# [Exercise aim]
Below are the records; copy each line in which "Школьная" occurs.

# [Given entries]
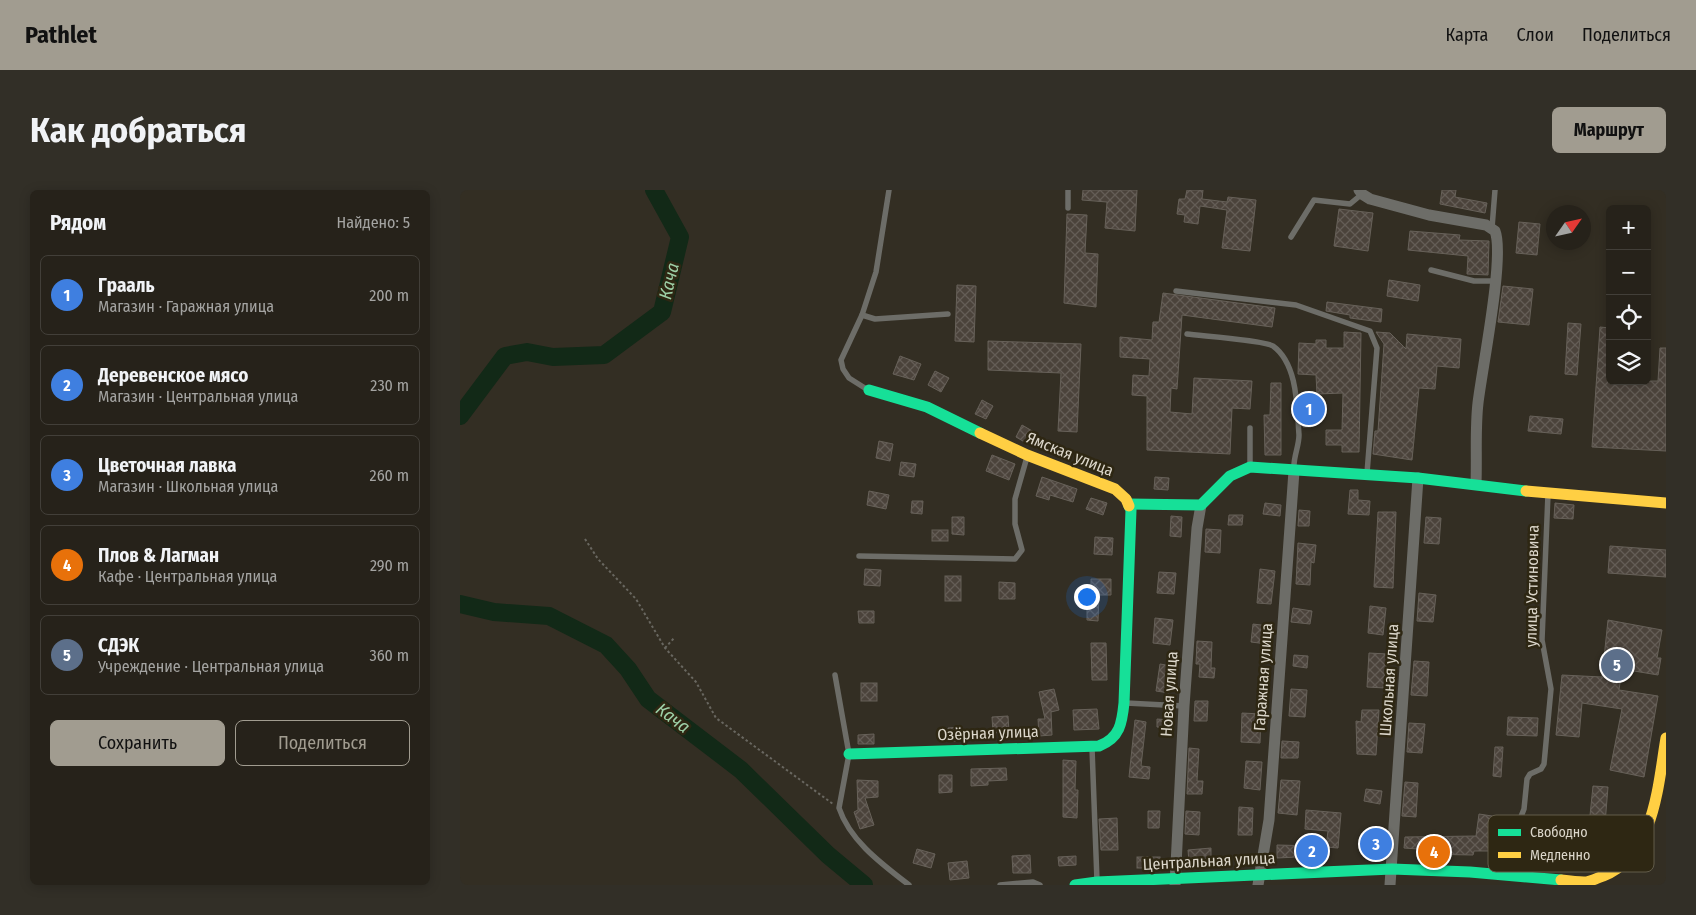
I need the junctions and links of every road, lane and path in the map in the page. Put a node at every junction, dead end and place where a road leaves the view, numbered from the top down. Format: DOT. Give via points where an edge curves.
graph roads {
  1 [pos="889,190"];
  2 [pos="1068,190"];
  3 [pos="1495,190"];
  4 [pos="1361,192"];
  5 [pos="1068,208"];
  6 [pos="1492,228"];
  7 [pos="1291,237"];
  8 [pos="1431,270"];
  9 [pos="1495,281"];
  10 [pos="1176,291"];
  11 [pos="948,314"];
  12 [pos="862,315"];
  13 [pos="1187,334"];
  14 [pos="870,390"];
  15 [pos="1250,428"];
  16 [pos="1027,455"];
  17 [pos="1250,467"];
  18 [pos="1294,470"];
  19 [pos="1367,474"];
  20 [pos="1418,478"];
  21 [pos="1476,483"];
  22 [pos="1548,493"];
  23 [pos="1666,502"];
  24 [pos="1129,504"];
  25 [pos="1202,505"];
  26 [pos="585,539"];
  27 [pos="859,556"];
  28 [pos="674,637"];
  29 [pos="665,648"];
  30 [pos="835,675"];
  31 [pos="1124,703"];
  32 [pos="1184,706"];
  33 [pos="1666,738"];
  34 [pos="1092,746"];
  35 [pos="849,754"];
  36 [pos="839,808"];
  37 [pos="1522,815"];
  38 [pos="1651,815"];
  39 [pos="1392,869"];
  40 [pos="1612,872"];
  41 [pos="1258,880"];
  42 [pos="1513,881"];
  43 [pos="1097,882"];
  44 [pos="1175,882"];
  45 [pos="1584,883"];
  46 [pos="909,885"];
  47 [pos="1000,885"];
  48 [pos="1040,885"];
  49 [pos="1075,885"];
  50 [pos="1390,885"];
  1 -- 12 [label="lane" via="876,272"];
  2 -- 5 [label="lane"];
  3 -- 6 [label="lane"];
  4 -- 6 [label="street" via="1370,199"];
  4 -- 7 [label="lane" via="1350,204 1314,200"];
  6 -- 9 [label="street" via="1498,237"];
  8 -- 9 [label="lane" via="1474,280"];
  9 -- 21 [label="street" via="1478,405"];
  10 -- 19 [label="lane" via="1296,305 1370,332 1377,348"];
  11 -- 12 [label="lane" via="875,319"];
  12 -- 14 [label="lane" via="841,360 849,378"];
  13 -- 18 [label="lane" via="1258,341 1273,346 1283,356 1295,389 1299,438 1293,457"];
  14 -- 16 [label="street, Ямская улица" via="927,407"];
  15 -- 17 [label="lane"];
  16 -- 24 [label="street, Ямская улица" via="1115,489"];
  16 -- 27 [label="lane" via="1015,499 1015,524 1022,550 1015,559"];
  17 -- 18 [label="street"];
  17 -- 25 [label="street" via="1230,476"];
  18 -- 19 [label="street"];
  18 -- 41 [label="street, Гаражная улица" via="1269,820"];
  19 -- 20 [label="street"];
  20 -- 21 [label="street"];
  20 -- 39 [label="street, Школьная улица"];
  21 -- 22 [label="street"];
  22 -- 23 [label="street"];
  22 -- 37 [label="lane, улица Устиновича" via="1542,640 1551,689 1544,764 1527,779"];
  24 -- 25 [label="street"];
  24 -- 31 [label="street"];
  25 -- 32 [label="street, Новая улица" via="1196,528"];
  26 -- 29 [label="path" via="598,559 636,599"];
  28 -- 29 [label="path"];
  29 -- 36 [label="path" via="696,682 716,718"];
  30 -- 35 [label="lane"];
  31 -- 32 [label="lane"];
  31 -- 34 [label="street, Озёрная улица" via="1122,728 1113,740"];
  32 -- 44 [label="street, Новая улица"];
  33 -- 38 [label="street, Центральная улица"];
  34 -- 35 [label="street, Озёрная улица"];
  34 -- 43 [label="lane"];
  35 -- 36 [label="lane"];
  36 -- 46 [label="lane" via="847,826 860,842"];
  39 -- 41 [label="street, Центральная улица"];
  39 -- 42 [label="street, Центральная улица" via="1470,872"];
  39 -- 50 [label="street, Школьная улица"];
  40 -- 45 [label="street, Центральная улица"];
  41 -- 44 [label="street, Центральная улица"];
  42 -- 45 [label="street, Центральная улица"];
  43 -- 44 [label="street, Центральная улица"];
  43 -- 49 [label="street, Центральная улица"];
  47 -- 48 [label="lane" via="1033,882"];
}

# [Completed exercise]
  20 -- 39 [label="street, Школьная улица"];
  39 -- 50 [label="street, Школьная улица"];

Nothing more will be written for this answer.